-------- Dataset entries --------
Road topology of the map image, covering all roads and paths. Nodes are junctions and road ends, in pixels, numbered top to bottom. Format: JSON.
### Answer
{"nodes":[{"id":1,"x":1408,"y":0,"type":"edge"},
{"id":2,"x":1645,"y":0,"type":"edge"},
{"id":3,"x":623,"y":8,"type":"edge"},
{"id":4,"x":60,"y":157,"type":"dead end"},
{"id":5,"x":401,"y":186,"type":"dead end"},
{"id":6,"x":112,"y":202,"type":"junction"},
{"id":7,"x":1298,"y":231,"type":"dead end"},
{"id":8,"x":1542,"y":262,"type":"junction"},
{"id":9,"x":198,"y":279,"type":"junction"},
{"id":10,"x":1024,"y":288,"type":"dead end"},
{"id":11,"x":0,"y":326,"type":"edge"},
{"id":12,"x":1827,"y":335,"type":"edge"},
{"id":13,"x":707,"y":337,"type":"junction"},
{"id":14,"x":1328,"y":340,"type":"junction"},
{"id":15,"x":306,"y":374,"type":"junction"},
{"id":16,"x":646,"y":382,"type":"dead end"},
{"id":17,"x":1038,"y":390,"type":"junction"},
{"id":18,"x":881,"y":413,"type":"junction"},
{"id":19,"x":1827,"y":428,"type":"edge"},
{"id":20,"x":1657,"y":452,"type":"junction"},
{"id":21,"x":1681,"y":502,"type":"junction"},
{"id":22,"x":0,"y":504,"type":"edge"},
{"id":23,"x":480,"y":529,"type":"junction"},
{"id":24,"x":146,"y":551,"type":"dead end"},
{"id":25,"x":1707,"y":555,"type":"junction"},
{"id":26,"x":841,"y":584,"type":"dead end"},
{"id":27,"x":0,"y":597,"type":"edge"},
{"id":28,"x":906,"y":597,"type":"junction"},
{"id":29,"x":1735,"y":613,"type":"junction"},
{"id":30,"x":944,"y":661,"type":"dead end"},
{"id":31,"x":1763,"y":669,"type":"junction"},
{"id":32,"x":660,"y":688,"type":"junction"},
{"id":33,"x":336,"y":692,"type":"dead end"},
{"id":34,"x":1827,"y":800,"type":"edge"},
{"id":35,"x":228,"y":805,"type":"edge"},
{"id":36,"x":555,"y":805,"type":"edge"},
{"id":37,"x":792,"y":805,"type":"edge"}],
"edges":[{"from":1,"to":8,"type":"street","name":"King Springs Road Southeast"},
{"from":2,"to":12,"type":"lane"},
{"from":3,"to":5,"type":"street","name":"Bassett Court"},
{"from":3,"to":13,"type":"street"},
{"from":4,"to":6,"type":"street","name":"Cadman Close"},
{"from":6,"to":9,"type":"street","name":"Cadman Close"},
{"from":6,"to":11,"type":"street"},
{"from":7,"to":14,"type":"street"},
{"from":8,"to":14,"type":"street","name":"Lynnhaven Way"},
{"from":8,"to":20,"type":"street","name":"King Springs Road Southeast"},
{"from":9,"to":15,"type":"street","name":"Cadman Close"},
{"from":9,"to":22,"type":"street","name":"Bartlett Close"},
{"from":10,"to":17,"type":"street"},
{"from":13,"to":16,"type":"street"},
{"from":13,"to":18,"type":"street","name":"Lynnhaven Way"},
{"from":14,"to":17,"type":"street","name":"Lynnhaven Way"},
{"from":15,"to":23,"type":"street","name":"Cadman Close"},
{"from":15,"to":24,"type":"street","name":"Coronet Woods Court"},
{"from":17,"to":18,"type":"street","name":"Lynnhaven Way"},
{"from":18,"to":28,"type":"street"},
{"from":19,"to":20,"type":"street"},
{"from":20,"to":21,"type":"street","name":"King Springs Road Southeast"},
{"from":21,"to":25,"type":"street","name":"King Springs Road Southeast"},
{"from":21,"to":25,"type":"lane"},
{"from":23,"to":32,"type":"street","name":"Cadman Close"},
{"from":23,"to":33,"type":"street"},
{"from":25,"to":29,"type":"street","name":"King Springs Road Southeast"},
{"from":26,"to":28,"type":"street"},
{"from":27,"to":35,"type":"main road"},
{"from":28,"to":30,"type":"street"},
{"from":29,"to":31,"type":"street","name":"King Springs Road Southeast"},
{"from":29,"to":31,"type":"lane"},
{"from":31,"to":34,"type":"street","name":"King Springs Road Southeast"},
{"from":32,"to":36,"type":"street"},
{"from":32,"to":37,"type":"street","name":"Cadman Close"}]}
--------
- Work request -
State the number of lines in these entries where the word "Court" occurs, without any other words.

- Solved exercise -
2